Solution:

Given $\mathrm{X}$ is any random variable whose binomial distribution is $\mathrm{B}(6,1 / 2)$

Thus, $\mathrm{n}=6$ and $\mathrm{p}=1 / 2$

$q=1-p=1-1 / 2=1 / 2$

Thus, $P(X=x)={ }^{n} C_{x} q^{n-x} p^{x}$, where $x=0,1,2 \ldots n$

$={ }^{6} \mathrm{C}_{\mathrm{x}}\left(\frac{1}{2}\right)^{6-\mathrm{x}}\left(\frac{1}{2}\right)^{\mathrm{x}}$

$={ }^{6} \mathrm{C}_{\mathrm{x}}\left(\frac{1}{2}\right)^{6}$

It can be clearly observed that $\mathrm{P}(\mathrm{X}=\mathrm{x})$ will be maximum if ${ }^{6} \mathrm{c}_{\mathrm{x}}$ will be maximum.

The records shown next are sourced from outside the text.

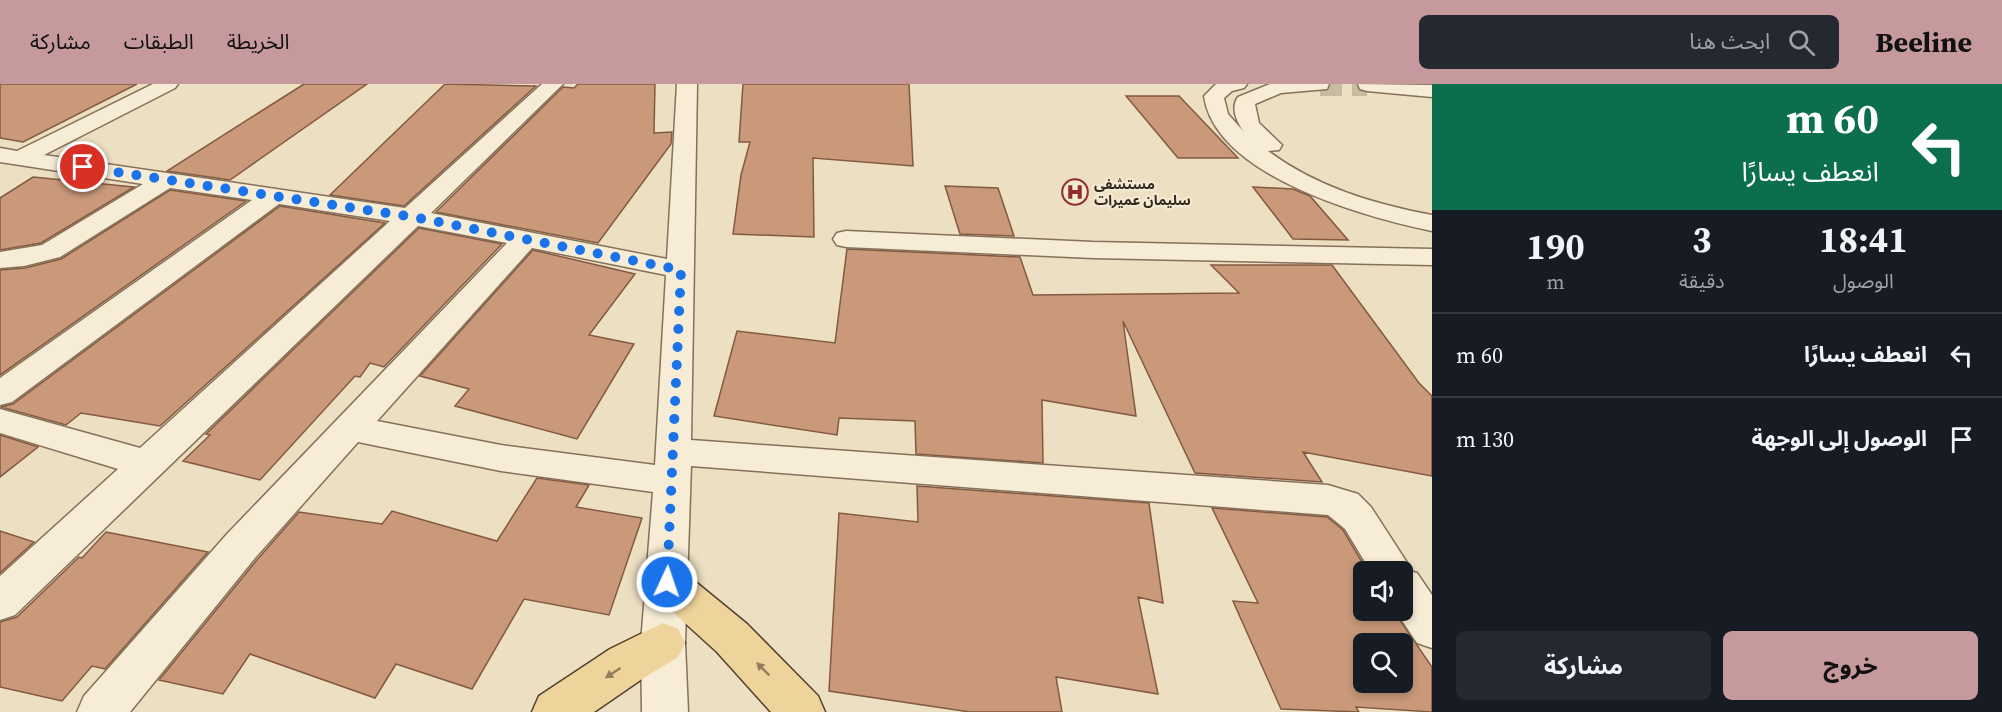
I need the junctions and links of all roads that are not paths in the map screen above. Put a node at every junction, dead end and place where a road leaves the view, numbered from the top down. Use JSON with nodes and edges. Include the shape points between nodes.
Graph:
{"nodes":[{"id":1,"x":168,"y":84,"type":"edge"},
{"id":2,"x":553,"y":84,"type":"edge"},
{"id":3,"x":687,"y":84,"type":"edge"},
{"id":4,"x":1237,"y":84,"type":"edge"},
{"id":5,"x":1320,"y":85,"type":"edge"},
{"id":6,"x":1367,"y":85,"type":"edge"},
{"id":7,"x":1432,"y":91,"type":"edge"},
{"id":8,"x":7,"y":160,"type":"edge"},
{"id":9,"x":166,"y":180,"type":"junction"},
{"id":10,"x":274,"y":196,"type":"junction"},
{"id":11,"x":1379,"y":211,"type":"junction"},
{"id":12,"x":413,"y":217,"type":"junction"},
{"id":13,"x":1432,"y":223,"type":"edge"},
{"id":14,"x":527,"y":238,"type":"junction"},
{"id":15,"x":846,"y":239,"type":"dead end"},
{"id":16,"x":1432,"y":257,"type":"edge"},
{"id":17,"x":0,"y":260,"type":"edge"},
{"id":18,"x":681,"y":270,"type":"junction"},
{"id":19,"x":0,"y":394,"type":"edge"},
{"id":20,"x":0,"y":421,"type":"edge"},
{"id":21,"x":351,"y":428,"type":"junction"},
{"id":22,"x":147,"y":464,"type":"junction"},
{"id":23,"x":673,"y":466,"type":"junction"},
{"id":24,"x":1386,"y":561,"type":"edge"},
{"id":25,"x":667,"y":582,"type":"junction"},
{"id":26,"x":0,"y":602,"type":"edge"},
{"id":27,"x":1413,"y":602,"type":"edge"},
{"id":28,"x":1432,"y":629,"type":"edge"},
{"id":29,"x":663,"y":643,"type":"junction"},
{"id":30,"x":100,"y":712,"type":"edge"},
{"id":31,"x":555,"y":712,"type":"edge"},
{"id":32,"x":665,"y":712,"type":"edge"},
{"id":33,"x":802,"y":712,"type":"edge"}],
"edges":[{"from":1,"to":8,"type":"street"},
{"from":2,"to":12,"type":"street"},
{"from":3,"to":18,"type":"street"},
{"from":4,"to":11,"type":"street","via":[[1226,86],[1214,96],[1218,114],[1232,133],[1288,174],[1325,193]]},
{"from":5,"to":11,"type":"street","via":[[1288,85],[1262,91],[1245,101],[1244,115],[1251,128],[1287,159],[1323,184]]},
{"from":6,"to":7,"type":"street"},
{"from":8,"to":9,"type":"street"},
{"from":9,"to":10,"type":"street"},
{"from":9,"to":17,"type":"street","via":[[51,251]]},
{"from":10,"to":12,"type":"street"},
{"from":10,"to":19,"type":"street"},
{"from":11,"to":13,"type":"street"},
{"from":12,"to":14,"type":"street"},
{"from":12,"to":22,"type":"street"},
{"from":14,"to":18,"type":"street"},
{"from":14,"to":21,"type":"street"},
{"from":15,"to":16,"type":"street","via":[[1115,251]]},
{"from":18,"to":23,"type":"street"},
{"from":20,"to":22,"type":"street"},
{"from":21,"to":23,"type":"street","via":[[501,458]]},
{"from":21,"to":30,"type":"street","via":[[241,546]]},
{"from":22,"to":26,"type":"street"},
{"from":23,"to":24,"type":"street","via":[[1328,500],[1345,505],[1358,518]]},
{"from":23,"to":25,"type":"street"},
{"from":25,"to":29,"type":"street"},
{"from":33,"to":25,"type":"main road","one_way":true,"via":[[732,638]]},
{"from":27,"to":28,"type":"street"},
{"from":29,"to":31,"type":"main road","one_way":true},
{"from":29,"to":32,"type":"street"}]}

$$\therefore{ }^{6} \mathrm{c}{\mathrm{x}}={ }^{6} \mathrm{C}{6}=1$$

$${ }^{6} \mathrm{c}{1}={ }^{6} \mathrm{c}{5}=6$$

$${ }^{6} \mathrm{c}{2}={ }^{6} \mathrm{C}{4}=15$$

$${ }^{6} \mathrm{C}_{3}=20$$

Hence we can clearly see that ${ }^{6} \mathrm{c}_{3}$ is maximum.

$\therefore$ for $x=3, P(X=x)$ is maximum.

Hence, proved that the most likely outcome is $x=3$.